I thought with both Ant and Bernie at University, the interrogations would get easier. But no: Charlie and Dominique simply expand to fill the space available!

So on Sunday morning, we were reading and discussing a chapter of Sheed’s Theology for Beginners (as part of Dominique’s preparation for Confirmation later this autumn). It was on the Mass and the Eucharist.

And Charlie launched in: Why do you kneel for communion and we don’t?

Dominique was quick in with reinforcements: Yes, and Mum doesn’t either.

Me: Well, I kneel because I think it the most reverent way to receive Our Lord: a sign of adoration and belief in the Real Presence (which we’d just been reading about).

Charlie: So why does nobody else?

Me: Some other people do… But it was one of the things that has been changed in the last few years: we were given permission to stand or to kneel, but then with queuing to receive, standing was the most practical way, so that’s what everyone does. But the Holy Father only gives Holy Communion to people kneeling, and I think that tells us something.

Dominique: But if it’s better, why doesn’t Mum do it?

Charlie: And why don’t we?

Me: Your mum always genuflects before receiving – as you do – which is another way of adoring and being reverent. I think she doesn’t want to make a fuss – but perhaps you should ask her.

Charlie: So why don’t we kneel to receive?

Me: I’m not stopping you. But I’m not making you, either. The Church gives you the freedom to choose, and all I will insist on is that you make an appropriate sign of reverence. Genuflecting before receiving is fine.

Dominique: But most people don’t: they just queue up and receive.

Me: And I’m not their father.

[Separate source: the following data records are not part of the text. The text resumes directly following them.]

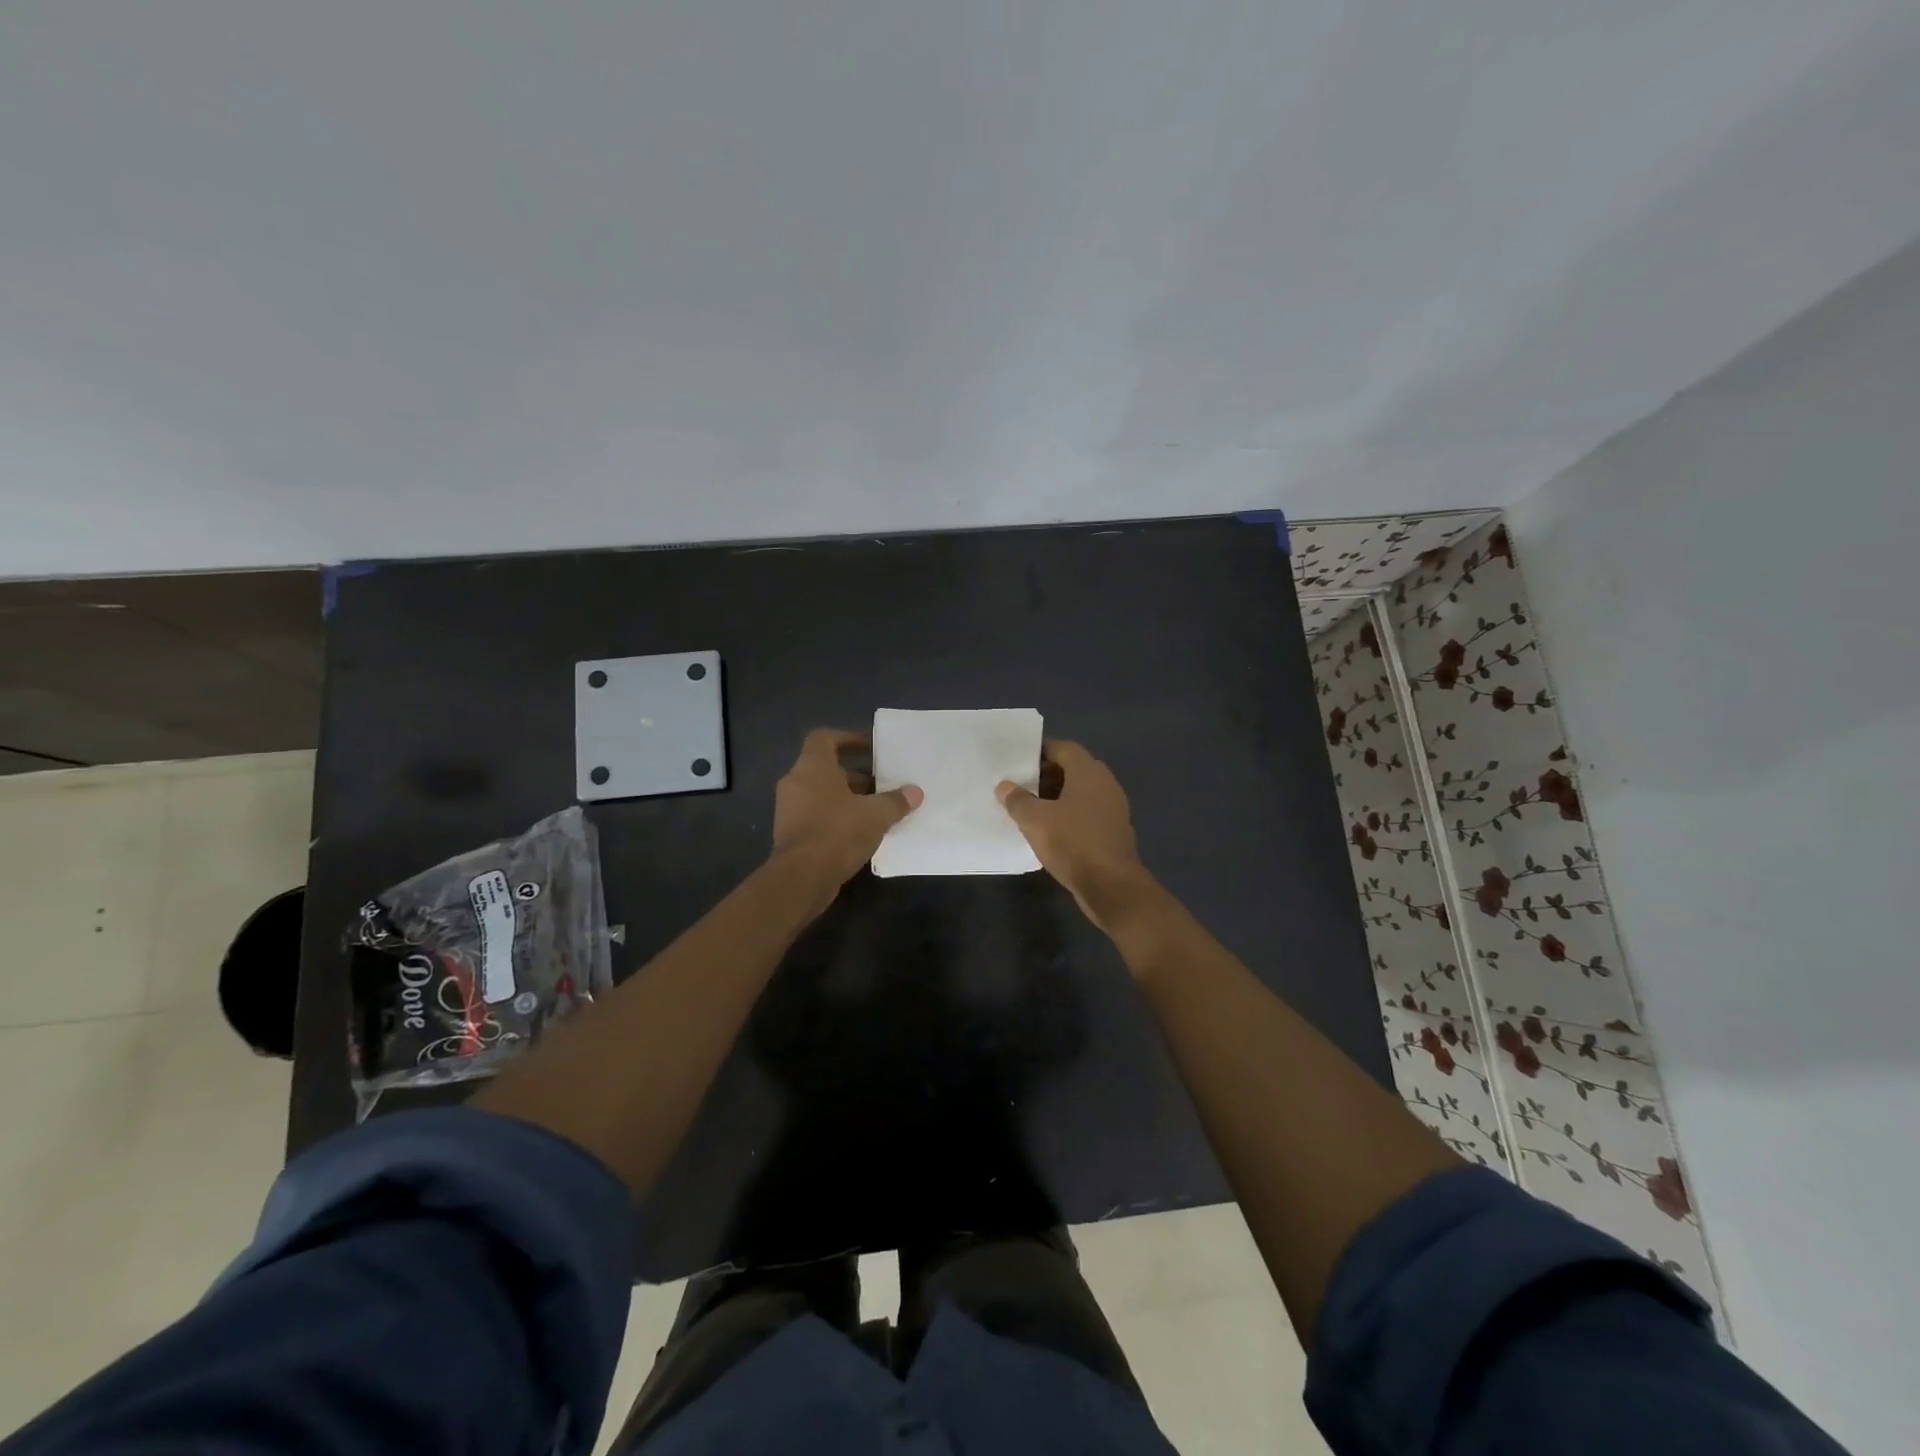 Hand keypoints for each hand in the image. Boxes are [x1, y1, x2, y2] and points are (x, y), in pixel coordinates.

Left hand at [772, 728, 922, 886]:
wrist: (801, 878)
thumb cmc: (837, 832)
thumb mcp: (875, 815)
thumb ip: (896, 801)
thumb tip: (915, 792)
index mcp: (812, 767)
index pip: (824, 738)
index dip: (848, 739)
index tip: (871, 748)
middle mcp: (796, 782)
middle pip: (827, 769)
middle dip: (857, 776)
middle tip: (883, 786)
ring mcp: (789, 809)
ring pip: (823, 794)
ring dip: (849, 800)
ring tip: (878, 811)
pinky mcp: (791, 834)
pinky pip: (817, 816)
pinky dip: (838, 819)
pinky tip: (862, 834)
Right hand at [997, 740, 1154, 932]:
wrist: (1112, 886)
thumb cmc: (1073, 843)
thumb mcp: (1035, 820)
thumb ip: (1017, 800)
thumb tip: (1004, 786)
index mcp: (1089, 772)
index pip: (1064, 748)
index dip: (1040, 751)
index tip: (1018, 762)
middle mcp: (1105, 784)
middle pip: (1073, 769)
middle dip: (1046, 775)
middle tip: (1020, 786)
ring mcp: (1113, 808)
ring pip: (1080, 793)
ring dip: (1056, 797)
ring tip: (1030, 809)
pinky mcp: (1113, 831)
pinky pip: (1087, 813)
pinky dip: (1069, 815)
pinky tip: (1049, 830) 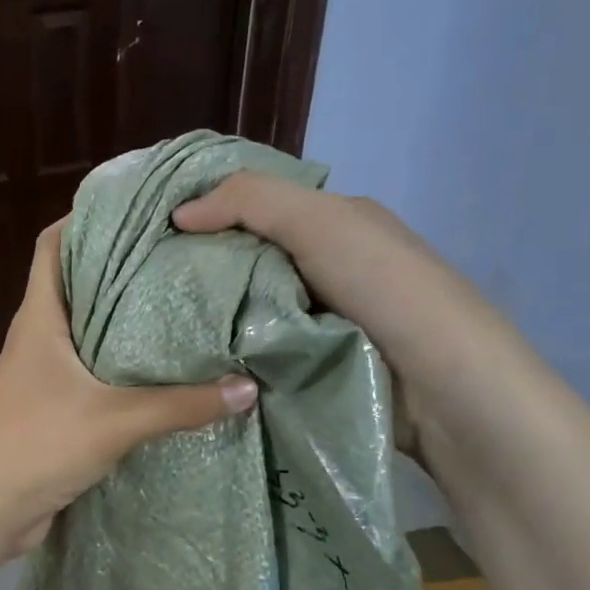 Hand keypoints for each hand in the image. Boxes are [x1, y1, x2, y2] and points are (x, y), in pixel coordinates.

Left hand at [0, 221, 257, 560]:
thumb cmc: (37, 446)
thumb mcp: (115, 421)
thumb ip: (181, 404)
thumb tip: (247, 388)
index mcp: (39, 318)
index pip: (52, 245)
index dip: (85, 217)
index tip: (136, 206)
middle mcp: (38, 337)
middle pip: (76, 283)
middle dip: (120, 265)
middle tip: (179, 253)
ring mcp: (43, 373)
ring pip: (86, 329)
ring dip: (123, 318)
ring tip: (181, 302)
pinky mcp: (54, 406)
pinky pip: (91, 371)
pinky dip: (121, 363)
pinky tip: (162, 369)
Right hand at [172, 172, 509, 447]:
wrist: (444, 386)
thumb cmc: (384, 288)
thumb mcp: (320, 223)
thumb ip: (250, 203)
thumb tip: (179, 214)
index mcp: (335, 224)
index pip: (258, 207)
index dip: (210, 211)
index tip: (155, 230)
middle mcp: (328, 267)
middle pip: (249, 260)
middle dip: (202, 268)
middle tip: (145, 283)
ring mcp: (321, 321)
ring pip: (251, 309)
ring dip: (213, 317)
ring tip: (157, 324)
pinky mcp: (314, 367)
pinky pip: (260, 351)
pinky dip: (232, 353)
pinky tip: (194, 358) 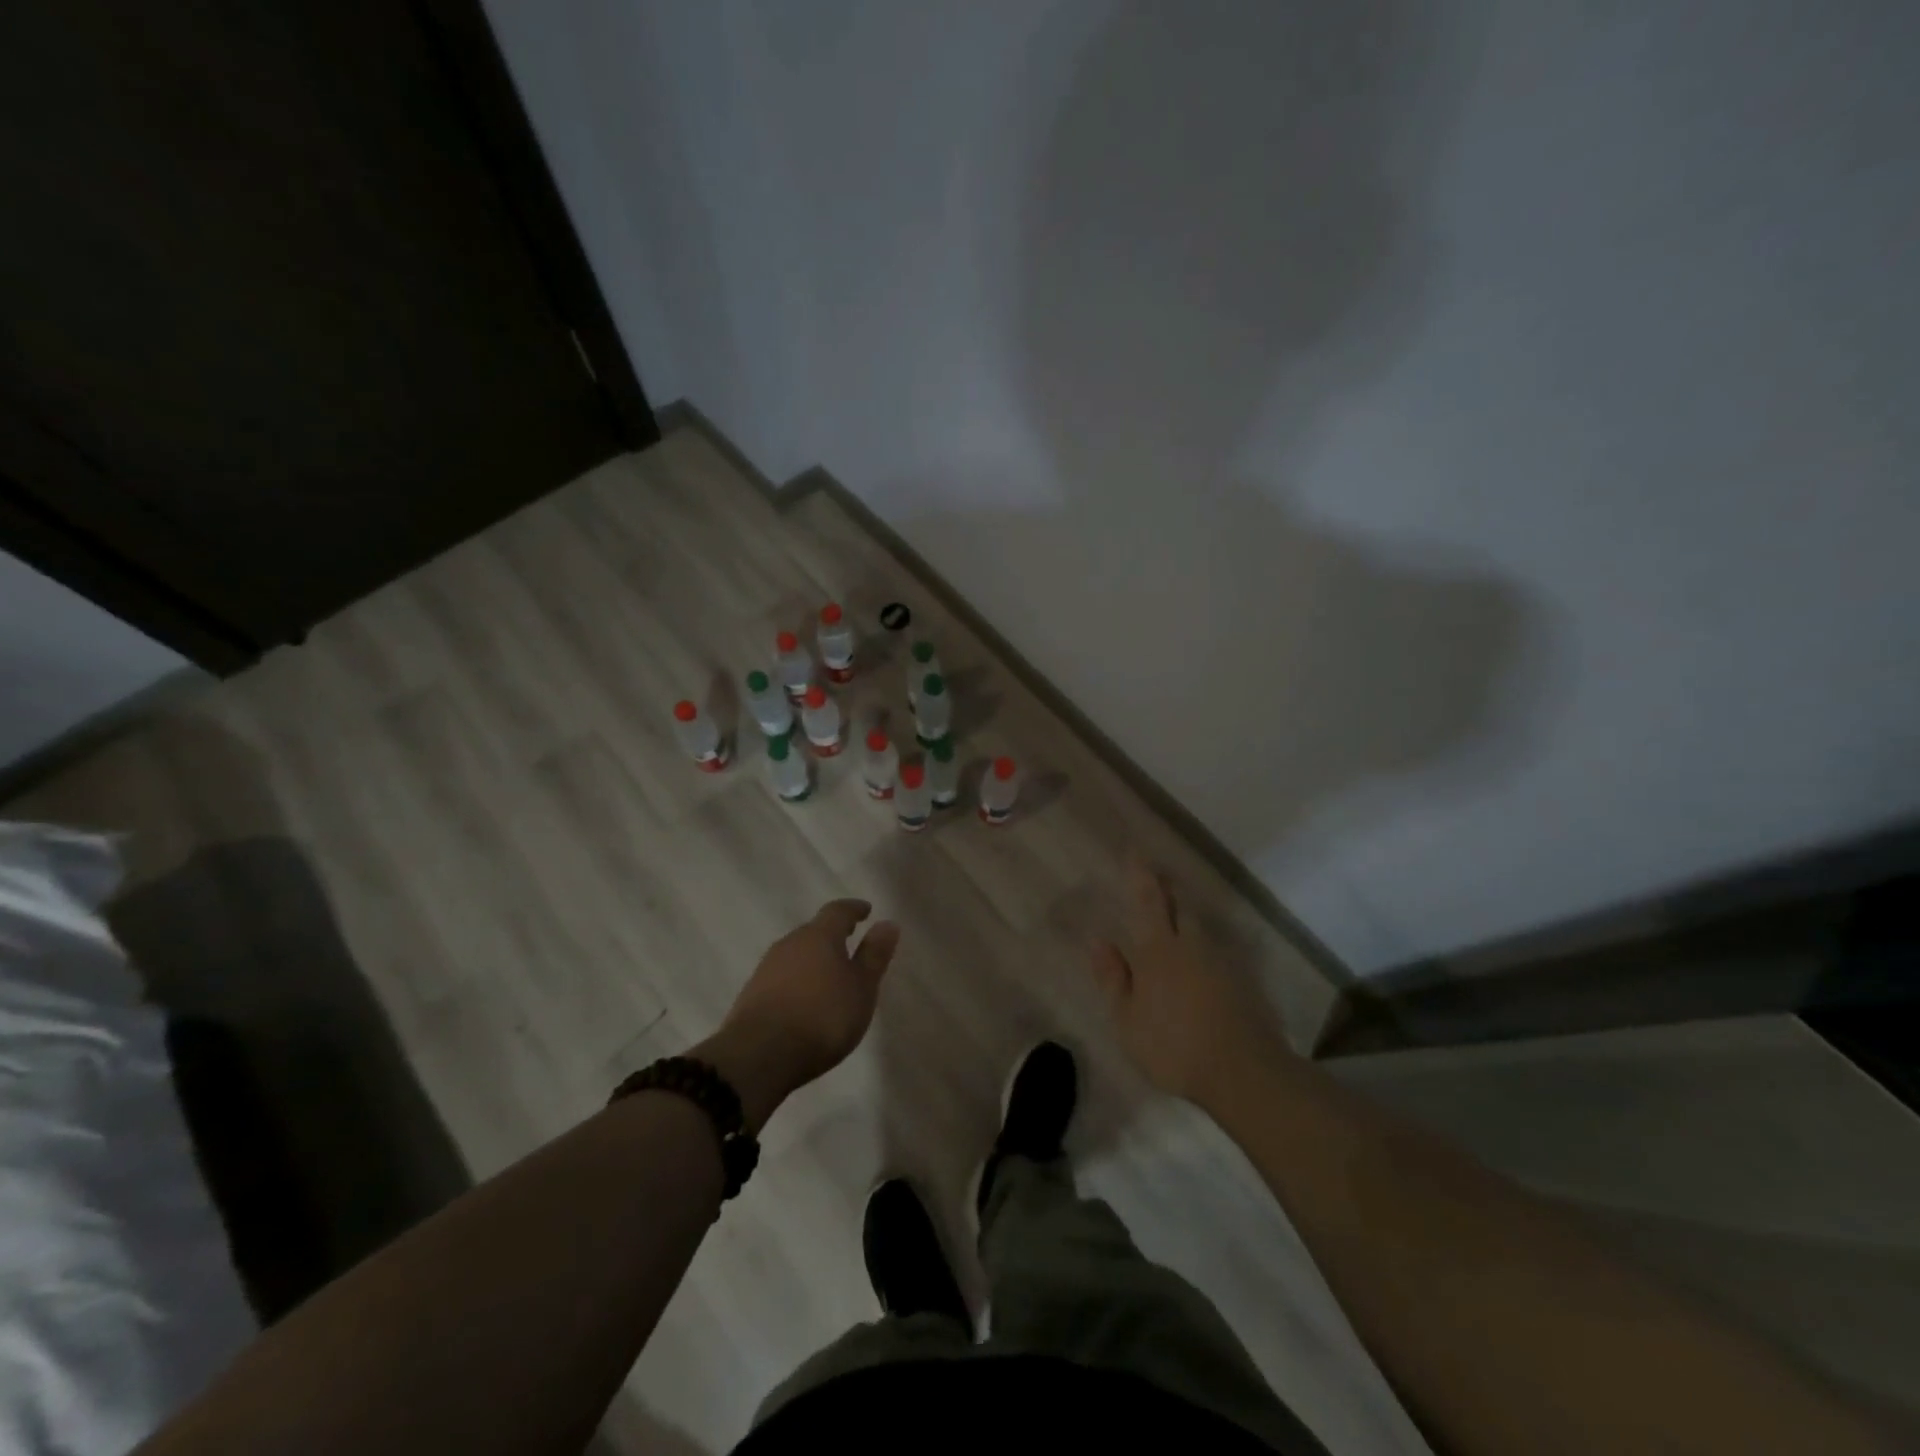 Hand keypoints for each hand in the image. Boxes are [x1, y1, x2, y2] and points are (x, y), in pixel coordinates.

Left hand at [698, 900, 899, 1130]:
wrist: (760, 1055)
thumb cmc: (823, 1016)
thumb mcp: (861, 988)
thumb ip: (874, 955)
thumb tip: (887, 923)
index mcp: (819, 936)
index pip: (838, 911)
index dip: (854, 909)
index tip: (866, 911)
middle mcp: (790, 944)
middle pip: (813, 931)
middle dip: (832, 936)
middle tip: (849, 944)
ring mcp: (766, 968)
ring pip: (795, 954)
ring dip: (812, 960)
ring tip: (828, 976)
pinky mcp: (751, 995)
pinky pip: (781, 977)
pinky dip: (796, 981)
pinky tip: (803, 999)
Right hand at [1088, 860, 1289, 1107]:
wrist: (1243, 1072)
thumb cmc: (1173, 1046)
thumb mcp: (1128, 1019)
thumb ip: (1113, 978)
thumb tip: (1098, 940)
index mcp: (1159, 950)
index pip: (1147, 900)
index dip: (1140, 873)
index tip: (1135, 849)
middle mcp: (1191, 944)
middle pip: (1180, 903)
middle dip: (1167, 886)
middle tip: (1157, 877)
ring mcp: (1221, 960)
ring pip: (1201, 923)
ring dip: (1187, 911)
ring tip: (1176, 911)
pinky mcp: (1242, 979)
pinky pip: (1218, 947)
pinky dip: (1205, 942)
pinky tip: (1202, 955) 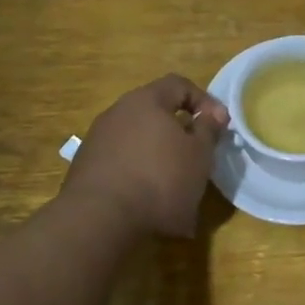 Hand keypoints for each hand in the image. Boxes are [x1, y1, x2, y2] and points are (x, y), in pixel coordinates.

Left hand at [63, 75, 228, 237]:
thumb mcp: (199, 155)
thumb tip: (214, 113)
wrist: (100, 219)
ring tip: (174, 183)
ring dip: (158, 154)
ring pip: (137, 138)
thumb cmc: (160, 180)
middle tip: (197, 154)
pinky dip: (138, 173)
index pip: (178, 84)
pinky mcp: (85, 168)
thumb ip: (209, 129)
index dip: (204, 101)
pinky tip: (148, 199)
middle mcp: (117, 112)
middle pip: (155, 112)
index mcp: (146, 101)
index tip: (219, 126)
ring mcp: (97, 140)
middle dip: (179, 131)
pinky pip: (120, 161)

But if you remember, they were reminded in the sermon today that they should at least bow their heads before receiving. The fact that they don’t is hard for the priest to address, beyond reminding them. And that’s part of the reason why I choose to kneel, because I think once we lose the old traditions, we end up replacing them with nothing. And that’s why, I think, the Holy Father has reintroduced kneeling to receive at his Masses, and why the bishops have reintroduced abstaining from meat on Friday. You may think I’m old-fashioned, but I think I’m ahead of the new trend!

Charlie: So why don’t you make us kneel?

Me: As I said, the Church gives you a choice and an instruction. The instruction is to make a sign of reverence, the choice is whether to stand or kneel. I insist on the instruction, and leave you to make your own choice. And part of it is when you were little, I didn’t want to make it too hard for you.

Dominique: So should we kneel now?

(Notice how they team up and make a pincer movement whenever they think I’m evading the question they really want me to answer!…)

Me: That’s up to you. I notice you do when we go to the Latin Mass.

Charlie: Yes, but everyone does there…

Me: Yes, that’s true. Well as far as I’m concerned you can make your own choice. You know what I choose to do, and you know what your mother chooses to do.

Charlie: Well, I’ll have to think about that.

Me: Yes, that’s a very good idea!

It is often difficult to draw the line: when do we instruct our children and when do we allow them to make their own, autonomous, decisions? On the one had, we want them to do the right thing, or the best thing. On the other hand, we want them to take responsibility for thinking things through and making decisions.

So there’s the challenge for this week: reflect on how you decide when to teach your kids directly by instruction, and when to teach them in a more subtle fashion, by encouraging them to think things through and make their own decisions.